The option resolvePrefix allows you to pass a function which saxes will use if it is unable to resolve a namespace prefix by itself. You would use this over additionalNamespaces in a context where getting a complete list of defined namespaces is onerous.

Note that you can use additionalNamespaces and resolvePrefix together if you want. additionalNamespaces applies before resolvePrefix.

FAQ

Q. Why has saxes dropped support for limiting the size of data chunks passed to event handlers?

A. With sax you could set MAX_BUFFER_LENGTH to cause the parser to limit the size of data chunks passed to event handlers. So if you ran into a span of text above the limit, multiple text events with smaller data chunks were fired instead of a single event with a large chunk.

However, that functionality had some problematic characteristics. It had an arbitrary default value. It was library-wide so all parsers created from a single instance of the sax library shared it. This could potentially cause conflicts among libraries running in the same VM but using sax for different purposes.

These issues could have been easily fixed, but there were larger issues. The buffer limit arbitrarily applied to some events but not others. It would split text, cdata and script events. However, if a comment, doctype, attribute or processing instruction were more than the limit, the parser would generate an error and you were left picking up the pieces.

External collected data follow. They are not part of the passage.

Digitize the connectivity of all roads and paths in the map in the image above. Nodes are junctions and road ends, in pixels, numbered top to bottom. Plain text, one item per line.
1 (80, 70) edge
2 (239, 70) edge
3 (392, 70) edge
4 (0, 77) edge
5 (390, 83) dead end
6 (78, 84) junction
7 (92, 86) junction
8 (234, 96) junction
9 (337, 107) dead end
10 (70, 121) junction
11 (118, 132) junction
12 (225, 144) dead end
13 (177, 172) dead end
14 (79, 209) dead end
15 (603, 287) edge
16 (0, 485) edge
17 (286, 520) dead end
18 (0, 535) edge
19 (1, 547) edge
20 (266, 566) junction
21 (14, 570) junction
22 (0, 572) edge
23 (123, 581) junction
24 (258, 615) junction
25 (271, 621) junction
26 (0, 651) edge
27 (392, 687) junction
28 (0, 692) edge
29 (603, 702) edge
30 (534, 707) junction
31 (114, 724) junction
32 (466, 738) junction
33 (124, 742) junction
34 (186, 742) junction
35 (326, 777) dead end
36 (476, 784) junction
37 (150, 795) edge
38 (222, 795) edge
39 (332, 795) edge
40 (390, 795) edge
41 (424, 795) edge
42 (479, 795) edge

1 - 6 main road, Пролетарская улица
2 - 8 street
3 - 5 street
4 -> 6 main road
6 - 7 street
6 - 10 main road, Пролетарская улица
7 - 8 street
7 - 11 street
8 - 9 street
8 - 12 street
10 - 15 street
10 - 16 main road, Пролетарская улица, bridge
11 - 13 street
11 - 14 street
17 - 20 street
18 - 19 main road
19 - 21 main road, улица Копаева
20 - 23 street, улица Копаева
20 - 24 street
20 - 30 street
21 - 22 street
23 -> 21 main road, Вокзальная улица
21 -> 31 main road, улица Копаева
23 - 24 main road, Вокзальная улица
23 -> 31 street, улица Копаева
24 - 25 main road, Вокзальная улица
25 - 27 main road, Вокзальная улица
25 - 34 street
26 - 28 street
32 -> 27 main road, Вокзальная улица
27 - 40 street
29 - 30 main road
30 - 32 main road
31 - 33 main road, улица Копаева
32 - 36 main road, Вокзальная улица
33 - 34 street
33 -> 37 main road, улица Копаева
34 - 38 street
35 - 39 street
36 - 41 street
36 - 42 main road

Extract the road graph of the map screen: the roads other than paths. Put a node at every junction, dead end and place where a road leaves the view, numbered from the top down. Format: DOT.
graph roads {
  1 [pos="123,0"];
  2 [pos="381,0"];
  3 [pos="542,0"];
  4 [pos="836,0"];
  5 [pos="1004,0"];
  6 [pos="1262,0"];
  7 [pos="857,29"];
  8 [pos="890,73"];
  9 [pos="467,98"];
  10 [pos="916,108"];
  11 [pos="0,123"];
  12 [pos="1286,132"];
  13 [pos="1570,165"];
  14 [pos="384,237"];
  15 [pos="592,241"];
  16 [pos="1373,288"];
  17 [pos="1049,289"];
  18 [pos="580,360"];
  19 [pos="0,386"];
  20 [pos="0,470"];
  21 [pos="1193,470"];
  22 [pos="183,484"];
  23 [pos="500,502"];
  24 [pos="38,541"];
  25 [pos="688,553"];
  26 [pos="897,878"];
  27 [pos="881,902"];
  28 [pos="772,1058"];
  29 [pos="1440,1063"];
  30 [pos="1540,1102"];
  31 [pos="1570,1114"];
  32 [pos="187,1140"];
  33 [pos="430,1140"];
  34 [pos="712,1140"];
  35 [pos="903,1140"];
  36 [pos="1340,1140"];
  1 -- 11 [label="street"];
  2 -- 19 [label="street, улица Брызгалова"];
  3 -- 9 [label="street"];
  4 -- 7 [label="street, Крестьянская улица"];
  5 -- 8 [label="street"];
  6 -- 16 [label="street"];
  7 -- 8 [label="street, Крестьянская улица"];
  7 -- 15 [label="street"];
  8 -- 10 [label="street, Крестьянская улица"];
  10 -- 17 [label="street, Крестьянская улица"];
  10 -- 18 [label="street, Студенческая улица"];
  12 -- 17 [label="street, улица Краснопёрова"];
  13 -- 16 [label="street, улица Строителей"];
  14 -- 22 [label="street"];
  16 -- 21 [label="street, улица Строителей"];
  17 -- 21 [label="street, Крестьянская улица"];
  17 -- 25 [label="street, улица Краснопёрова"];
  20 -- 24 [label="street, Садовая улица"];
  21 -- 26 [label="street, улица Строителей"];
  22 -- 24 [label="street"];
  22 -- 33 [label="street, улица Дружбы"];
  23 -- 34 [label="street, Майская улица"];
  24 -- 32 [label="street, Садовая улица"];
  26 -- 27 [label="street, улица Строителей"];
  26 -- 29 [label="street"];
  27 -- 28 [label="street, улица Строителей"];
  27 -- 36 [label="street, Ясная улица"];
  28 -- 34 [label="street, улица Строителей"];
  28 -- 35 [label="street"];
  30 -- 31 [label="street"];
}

It was not intuitive to use. You’d think setting the limit to 1K would prevent chunks bigger than 1K to be passed to event handlers. But that was not the case. A comment in the source code told you that you might go over the limit if you passed large chunks to write. So if you want a 1K limit, don’t pass 64K chunks to write. Fair enough. You know what limit you want so you can control the size of the data you pass to write. So you limit the chunks to write to 1K at a time. Even if you do this, your event handlers may get data chunks that are 2K in size. Suppose on the previous write the parser has just finished processing an open tag, so it is ready for text. Your write passes 1K of text. You are not above the limit yet, so no event is generated yet. The next write passes another 1K of text. It so happens that sax checks buffer limits only once per write, after the chunk of data has been processed. Now you’ve hit the limit and you get a text event with 2K of data. So even if you limit your write calls to the buffer limit you’ve set, you may still get events with chunks at twice the buffer size limit you’ve specified.

We may consider reinstating an equivalent functionality, provided that it addresses the issues above and does not cause a huge performance drop for use-case scenarios that don’t need it.